(Stored items)

<<<<

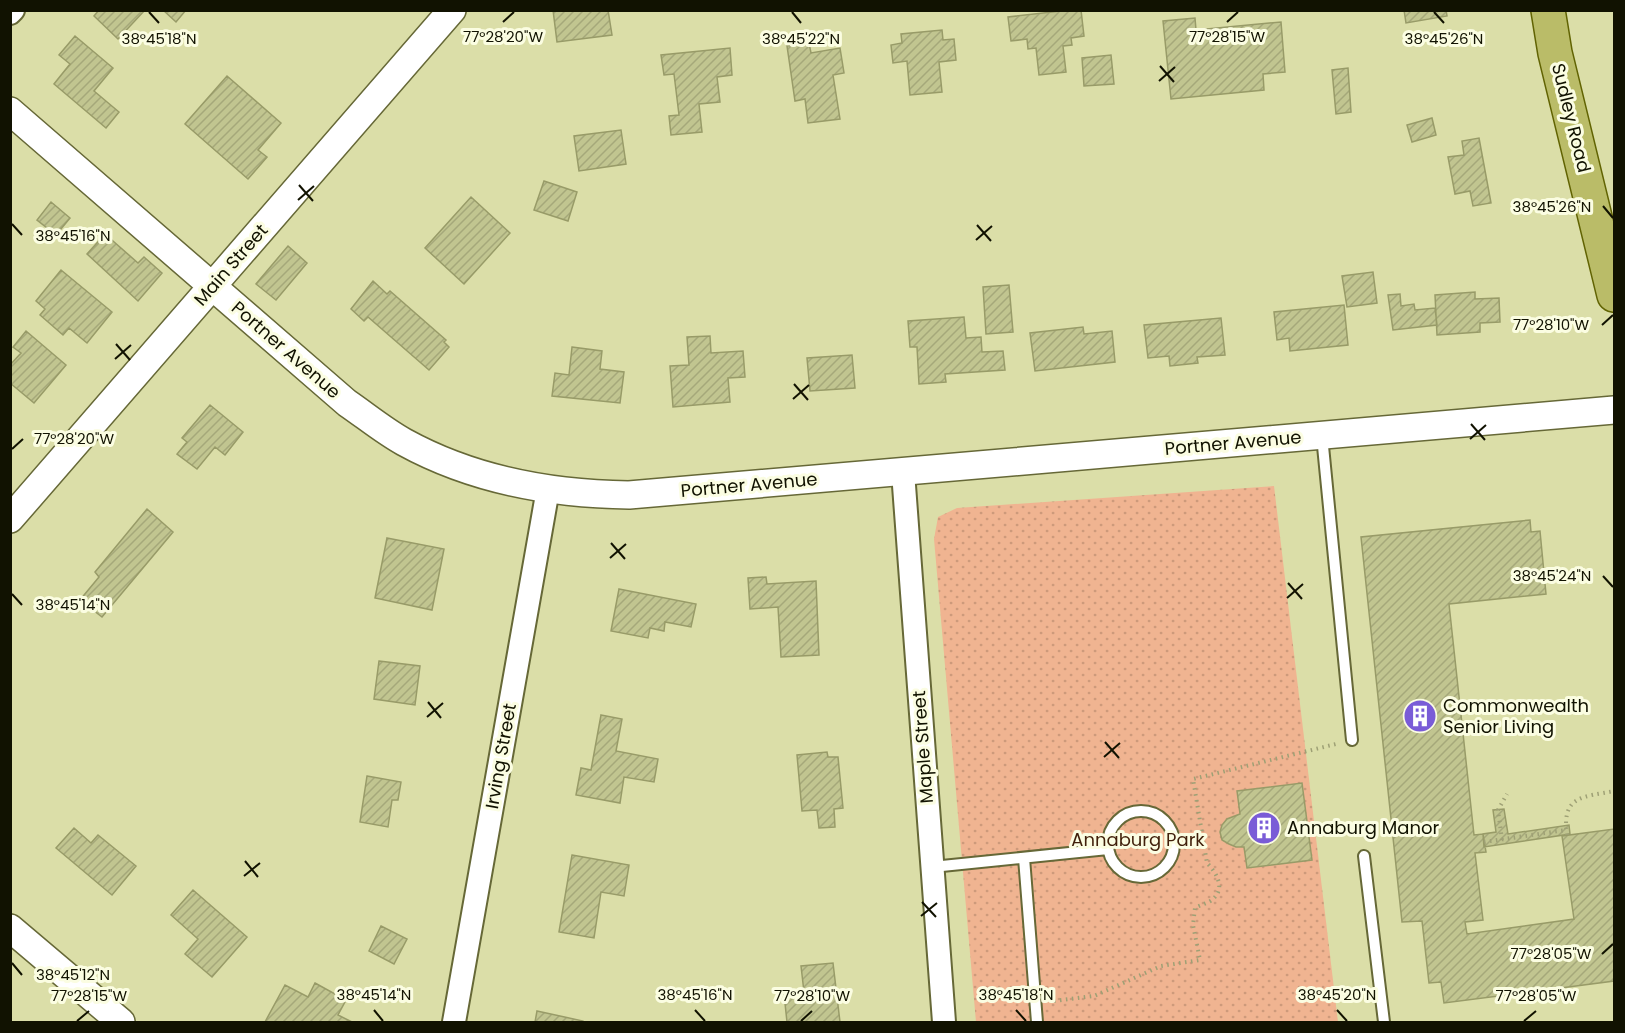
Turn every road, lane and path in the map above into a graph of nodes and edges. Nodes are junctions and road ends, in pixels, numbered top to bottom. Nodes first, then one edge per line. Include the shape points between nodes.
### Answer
1 (452, 10) edge
2 (1548, 10) edge
3 (10, 111) edge
4 (212, 286) junction
5 (1614, 295) edge
6 (1614, 410) edge
7 (1322, 436) junction
8 (903, 472) junction
9 (548, 489) junction
10 (10, 519) edge
11 (1352, 740) joint
12 (1614, 791) edge
13 (1506, 794) dead end
14 (1502, 840) junction
15 (1484, 842) dead end
16 (1108, 849) junction
17 (1364, 856) dead end
18 (1024, 858) junction
19 (932, 867) junction
20 (10, 928) edge
21 (1035, 1003) junction
22 (121, 1023) edge
23 (454, 1023) edge
24 (944, 1023) edge
25 (1036, 1023) edge
26 (1384, 1023) edge

1 - 4 street, Main Street
2 - 5 main road, Sudley Road
3 - 4 street, Portner Avenue
4 - 9 street, Portner Avenue via 347,403 402,441 449,464
4 - 10 street, Main Street
6 - 7 street, Portner Avenue
7 - 8 street, Portner Avenue
7 - 11 lane
8 - 9 street, Portner Avenue via 629,495
8 - 19 street, Maple Street
9 - 23 street, Irving Street
11 - 21 path via 1193,779 1207,863 1219,883 1212,900 1195,908 1193,925 1200,960 1161,966 1094,996
12 - 14 path via 1576,799 1566,812 1566,832
13 - 14 path via 1498,810
14 - 15 path
16 - 16 lane via 1120,870 1146,878 1170,862 1174,836 1158,816 1133,812 1114,825
16 - 18 lane
17 - 26 lane
18 - 19 lane
18 - 21 lane
19 - 24 street, Maple Street
20 - 22 street
21 - 25 lane

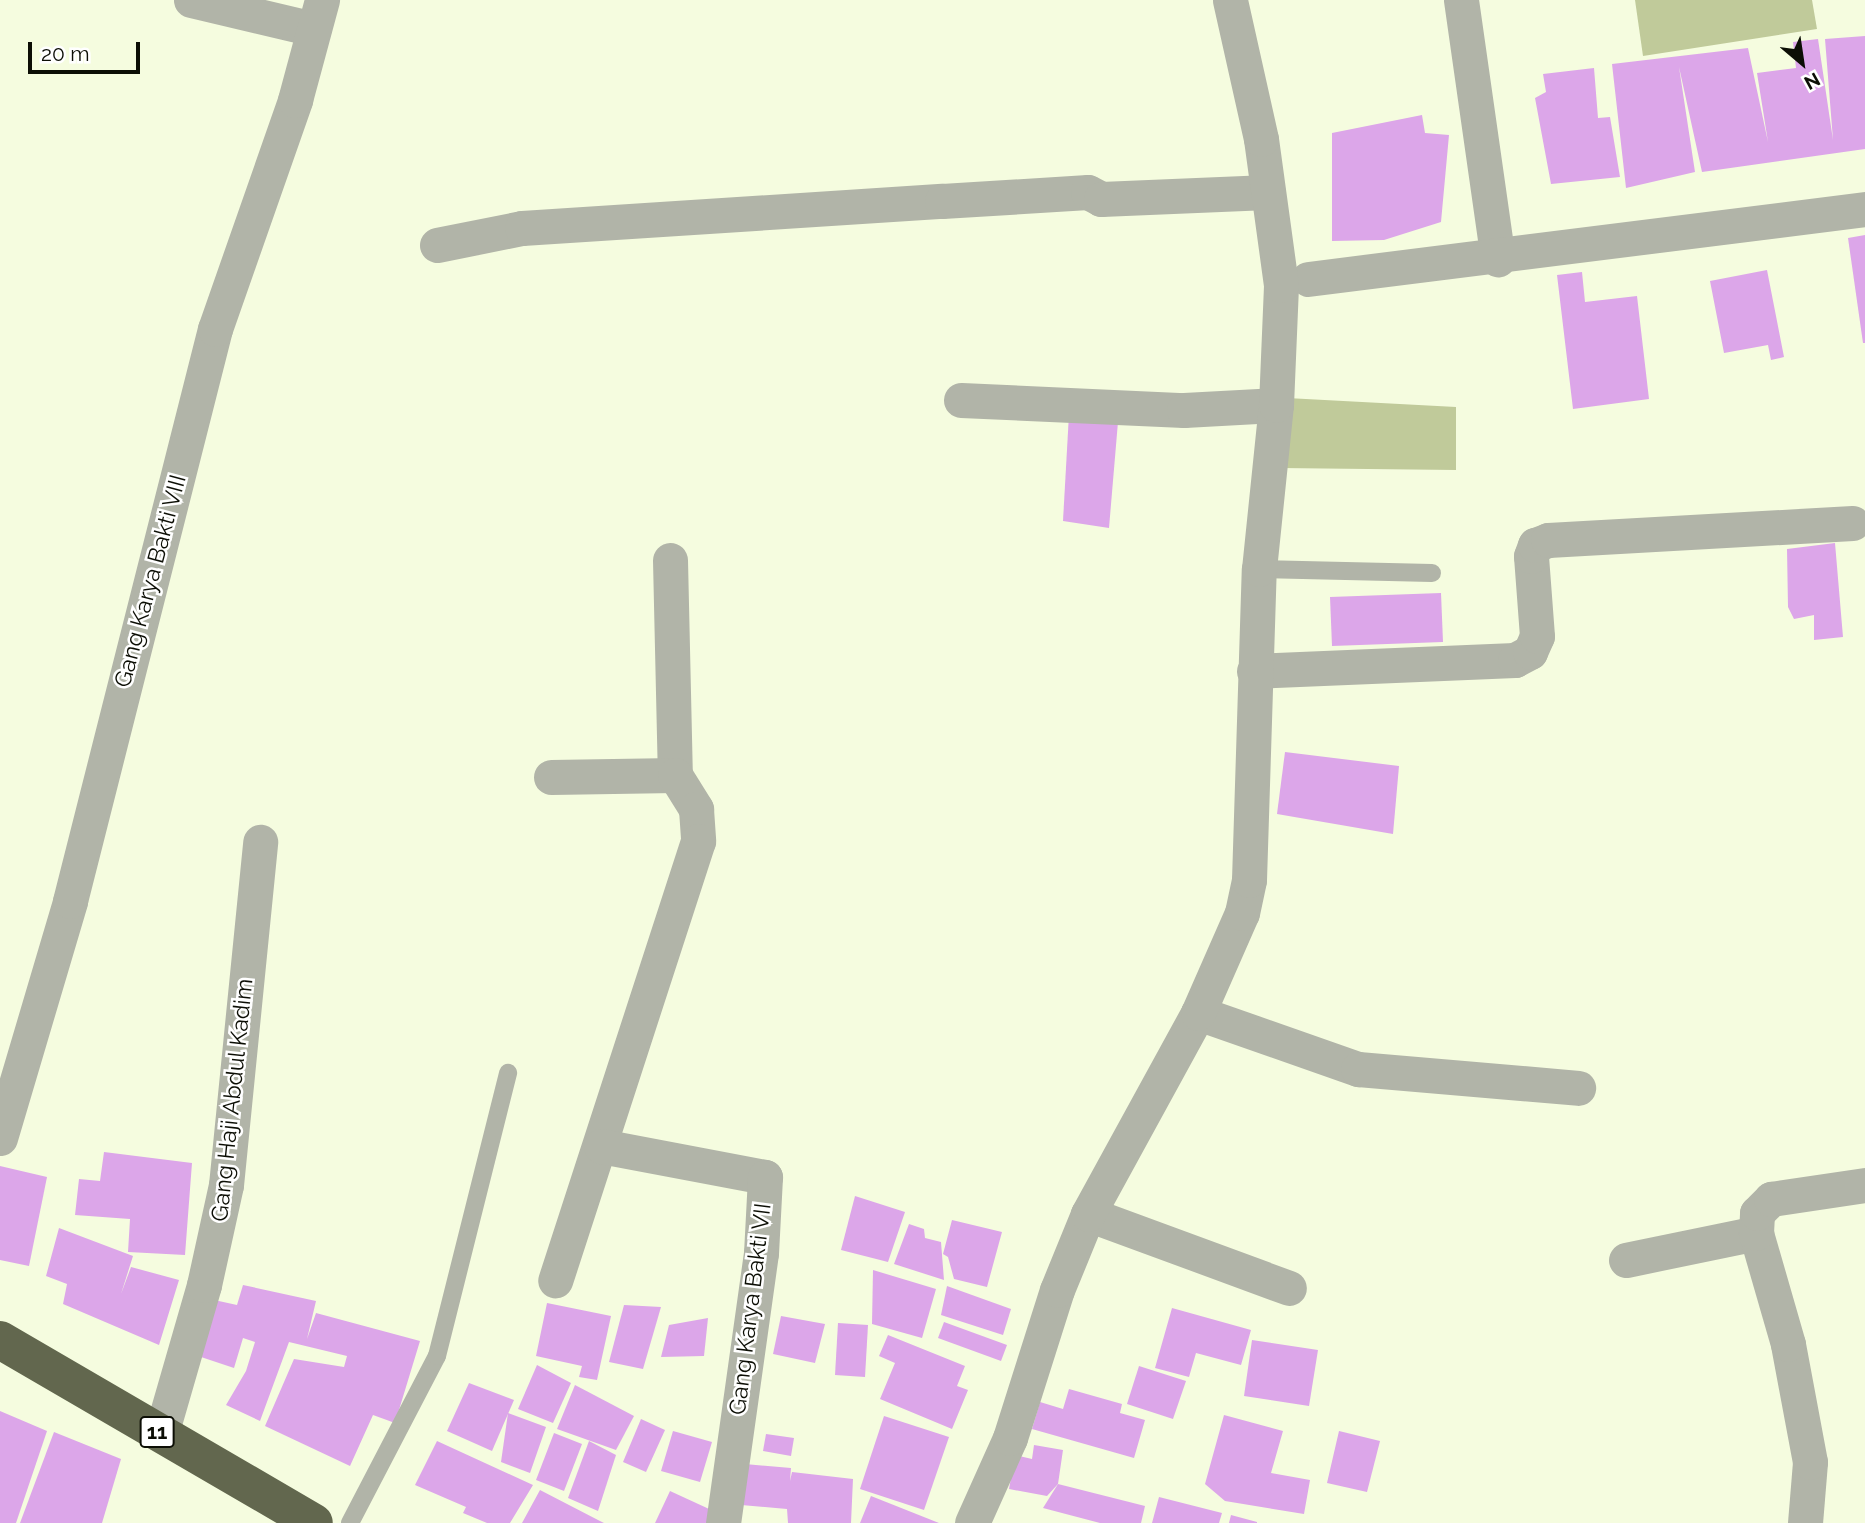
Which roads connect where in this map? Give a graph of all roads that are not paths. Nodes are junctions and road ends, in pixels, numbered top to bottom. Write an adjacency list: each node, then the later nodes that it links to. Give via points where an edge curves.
1 (191, 0): 4 (street)
2 (1230, 0): 5 (street)
3 (1461, 0): 8 (street)
4 (318, 15): 23 (street, Gang Karya Bakti VIII, via 295,100 215,329 69,901)
5 (1268, 192): 7 (street, via 1101,199 1088,192 942,201 522,228); 11 (street, via 1281,285)
6 (1865, 209): 8 (street)
7 (436, 245)
8 (1498, 259): 9 (street)
9 (1308, 279)
10 (961, 400): 11 (street, via 1184,410)
11 (1276, 405): 14 (street)
12 (1853, 523): 16 (street, via 1548,540 1535,545 1531,556 1536,636 1530,652 1515,660)
13 (670, 560): 17 (street)
14 (1259, 569): 15 (lane); 16 (street)
15 (1432, 573)
16 (1254, 671): 20 (street, via 1249,880 1242,913)
17 (675, 775): 18 (street); 24 (street, via 696,809 698,841)
18 (551, 776)
19 (260, 842): 32 (street, Gang Haji Abdul Kadim, via 226,1185 204,1285)
20 (1198, 1013): 22 (street, via 1357,1069); 26 (street)
21 (508, 1073): 35 (lane, via 437,1356)
22 (1578, 1088)
23 (0, 1138)
24 (601, 1146): 29 (street); 36 (street, Gang Karya Bakti VII, via 765,1177 761,1253)
25 (1865, 1185): 27 (street, via 1771,1199 1756,1213)
26 (1088, 1214): 30 (street); 37 (street, via 1057,1290 1010,1438)
27 (1756, 1233): 28 (street); 38 (street, via 1788,1344 1810,1462)
28 (1626, 1260)
29 (555, 1280)
30 (1289, 1288)
31 (0, 1340): 32 (highway, 11)
32 (161, 1434): 33 (highway, 11)
33 (276, 1513): 34 (highway, 11)
34 (314, 1523)
35 (350, 1523)
36 (723, 1523)
37 (972, 1523)
38 (1805, 1523)

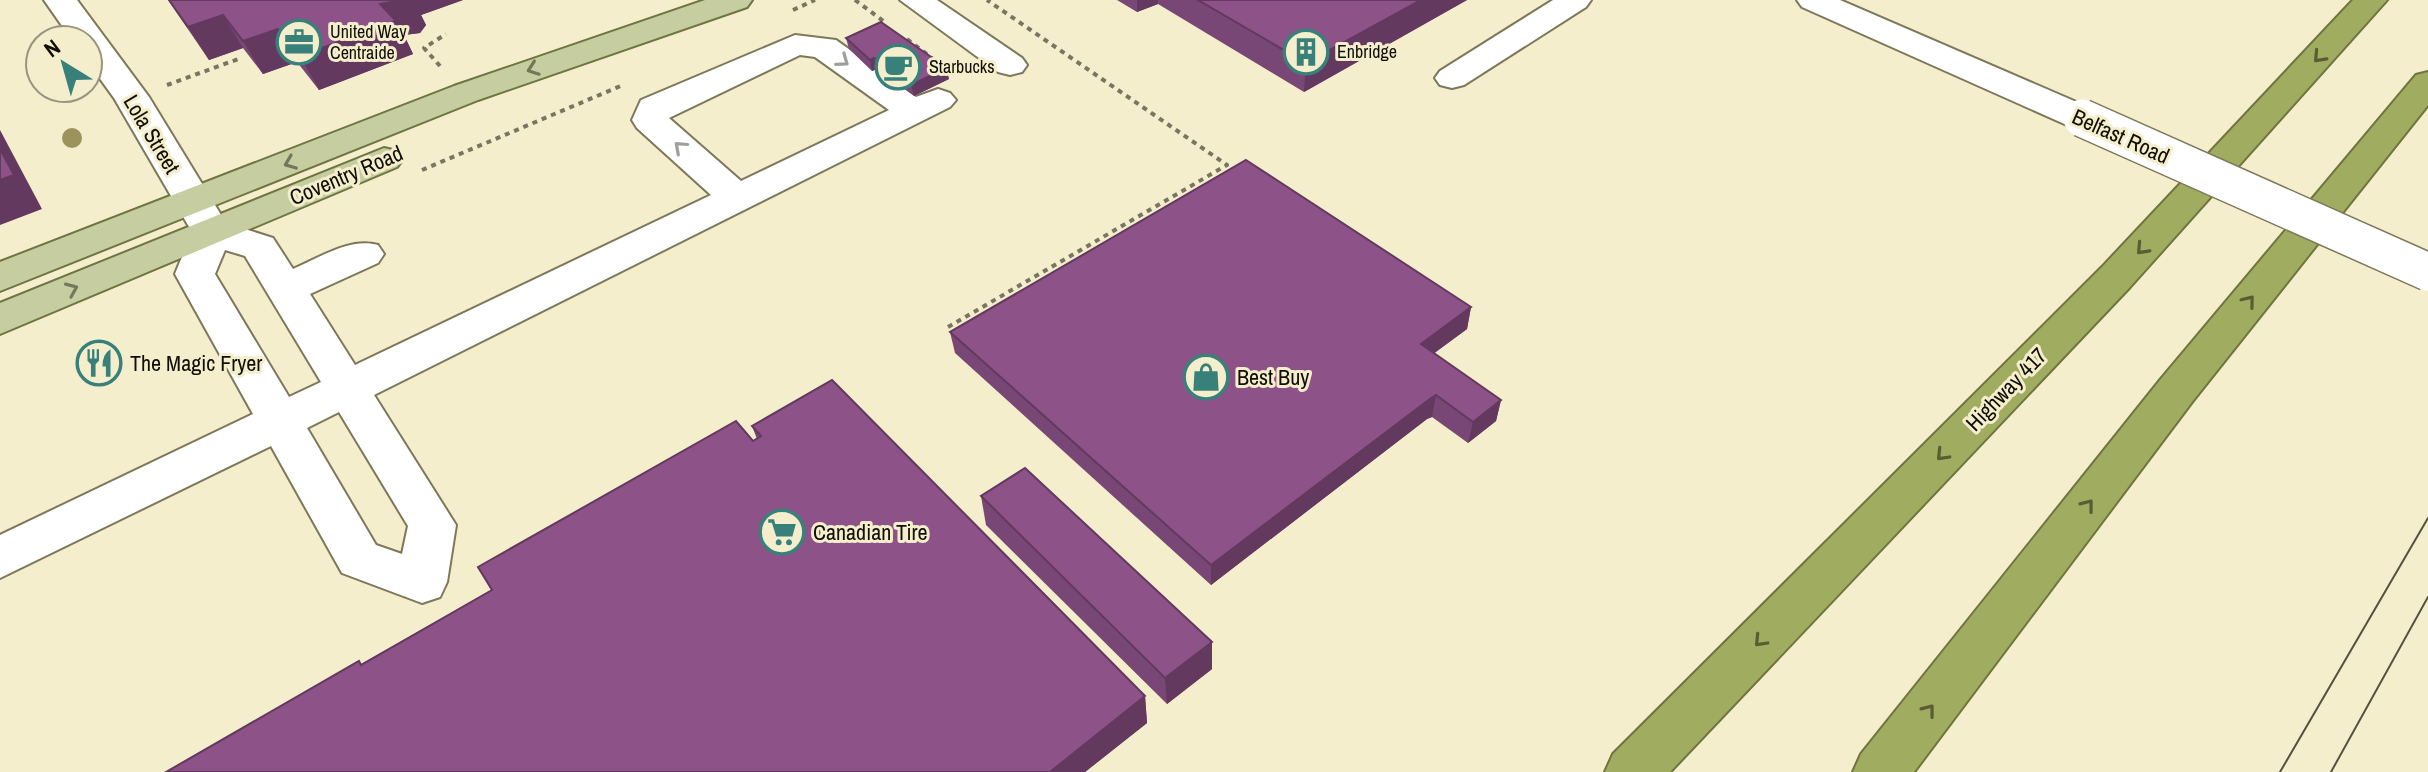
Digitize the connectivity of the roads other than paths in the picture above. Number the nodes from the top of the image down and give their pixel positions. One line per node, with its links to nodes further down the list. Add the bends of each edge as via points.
1 (60, 0): 11 (street, Lola Street, via 131,97)
2 (736, 0): 11 (main road, Coventry Road, via 687,20 570,84)
3 (916, 0): 7 (street)
4 (1575, 0): 8 (street)
5 (1813, 0): 13 (street, Belfast Road, bridge)
6 (2371, 0): 20 (highway, Highway 417, one-way to 20, via 2116,277)
7 (1010, 65)
8 (1452, 78)
9 (2428, 82): 21 (highway, one-way to 9, via 2176,391)
10 (738, 199): 10 (street, one-way to 10, via 650,120 654,108 795,45 813,44 932,93); 17 (street)
11 (202, 217): 14 (main road, Coventry Road); 15 (street, via 259,247); 16 (main road, Coventry Road, one-way to 11); 18 (street, via 195,274)
12 (364, 254): 15 (street)
13 (2428, 272)
14 (0, 277)
15 (285, 289): 17 (street)
16 (0, 319)
17 (345, 390): 18 (street); 18 (street, via 432,525 422,582 359,559)
18 (281, 422): 19 (street)
19 (0, 558)
20 (1638, 765)
21 (1881, 772)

>>>>

**Task to complete**: What is needed is an exact printout of all the entries, without the pictures.

**Reply to the exercise**:
Turn every road, lane and path in the map above into a graph of nodes and edges. Nodes are junctions and road ends, in pixels, numbered top to bottom. Nodes first, then one edge per line. Include the shape points between nodes.
### Answer
1 (452, 10) edge
2 (1548, 10) edge
3 (10, 111) edge
4 (212, 286) junction
5 (1614, 295) edge
6 (1614, 410) edge
7 (1322, 436) junction
8 (903, 472) junction
9 (548, 489) junction
10 (10, 519) edge
11 (1352, 740) joint
12 (1614, 791) edge
13 (1506, 794) dead end
14 (1502, 840) junction
15 (1484, 842) dead end
16 (1108, 849) junction
17 (1364, 856) dead end
18 (1024, 858) junction
19 (932, 867) junction
20 (10, 928) edge
21 (1035, 1003) junction
22 (121, 1023) edge
23 (454, 1023) edge
24 (944, 1023) edge
25 (1036, 1023) edge
26 (1384, 1023) edge

1 - 4 street, Main Street
2 - 5 main road, Sudley Road
3 - 4 street, Portner Avenue
4 - 9 street, Portner Avenue via 347,403 402,441 449,464
4 - 10 street, Main Street
6 - 7 street, Portner Avenue
7 - 8 street, Portner Avenue
7 - 11 lane
8 - 9 street, Portner Avenue via 629,495
8 - 19 street, Maple Street
9 - 23 street, Irving Street
11 - 21 path via 1193,779 1207,863 1219,883 1212,900 1195,908 1193,925 1200,960 1161,966 1094,996
12 - 14 path via 1576,799 1566,812 1566,832
13 - 14 path via 1498,810
14 - 15 path
16 - 16 lane via 1120,870 1146,878 1170,862 1174,836 1158,816 1133,812 1114,825
16 - 18 lane
17 - 26 lane
18 - 19 lane
18 - 21 lane
19 - 24 street, Maple Street
20 - 22 street
21 - 25 lane

Which roads connect where in this map? Give a graph of all roads that are not paths. Nodes are junctions and road ends, in pixels, numbered top to bottom. Write an adjacency list: each node, then the later nodes that it links to. Give via points where an edge curves.
1 (191, 0): 4 (street)
2 (1230, 0): 5 (street)
3 (1461, 0): 8 (street)
4 (318, 15): 23 (street, Gang Karya Bakti VIII, via 295,100 215,329 69,901)
5 (1268, 192): 7 (street, via 1101,199 1088,192 942,201 522,228); 11 (street, via 1281,285)
6 (1865, 209): 8 (street)
7 (436, 245)
8 (1498, 259): 9 (street)
9 (1308, 279)
10 (961, 400): 11 (street, via 1184,410)
11 (1276, 405): 14 (street)
12 (1853, 523): 16 (street, via 1548,540 1535,545 1531,556 1536,636 1530,652 1515,660)
13 (670, 560): 17 (street)
14 (1259, 569): 15 (lane); 16 (street)
15 (1432, 573)
16 (1254, 671): 20 (street, via 1249,880 1242,913)
17 (675, 775): 18 (street); 24 (street, via 696,809 698,841)
18 (551, 776)
19 (260, 842): 32 (street, Gang Haji Abdul Kadim, via 226,1185 204,1285)
20 (1198, 1013): 22 (street, via 1357,1069); 26 (street)
21 (508, 1073): 35 (lane, via 437,1356)
22 (1578, 1088)
23 (0, 1138)
24 (601, 1146): 29 (street); 36 (street, Gang Karya Bakti VII, via 765,1177 761,1253)
25 (1865, 1185): 27 (street, via 1771,1199 1756,1213)
26 (1088, 1214): 30 (street); 37 (street, via 1057,1290 1010,1438)
27 (1756, 1233): 28 (street); 38 (street, via 1788,1344 1810,1462)
28 (1626, 1260)
29 (555, 1280)
30 (1289, 1288)
31 (0, 1340): 32 (highway, 11)
32 (161, 1434): 33 (highway, 11)
33 (276, 1513): 34 (highway, 11)
34 (314, 1523)
35 (350, 1523)
36 (723, 1523)
37 (972, 1523)
38 (1805, 1523)

Digitize the connectivity of the roads other than paths in the picture above. Number the nodes from the top of the image down and give their pixel positions. One line per node, with its links to nodes further down the list. Add the bends of each edge as via points.
1 (60, 0): 11 (street, Lola Street, via 131,97)
2 (736, 0): 11 (main road, Coventry Road, via 687,20 570,84)
3 (916, 0): 7 (street)
4 (1575, 0): 8 (street)
5 (1813, 0): 13 (street, Belfast Road, bridge)
6 (2371, 0): 20 (highway, Highway 417, one-way to 20, via 2116,277)
7 (1010, 65)
8 (1452, 78)
9 (2428, 82): 21 (highway, one-way to 9, via 2176,391)
10 (738, 199): 10 (street, one-way to 10, via 650,120 654,108 795,45 813,44 932,93); 17 (street)
11 (202, 217): 14 (main road, Coventry Road); 15 (street, via 259,247); 16 (main road, Coventry Road, one-way to 11); 18 (street, via 195,274)
12 (364, 254): 15 (street)
13 (2428, 272)
14 (0, 277)
15 (285, 289): 17 (street)
16 (0, 319)
17 (345, 390): 18 (street); 18 (street, via 432,525 422,582 359,559)
18 (281, 422): 19 (street)
19 (0, 558)
20 (1638, 765)
21 (1881, 772)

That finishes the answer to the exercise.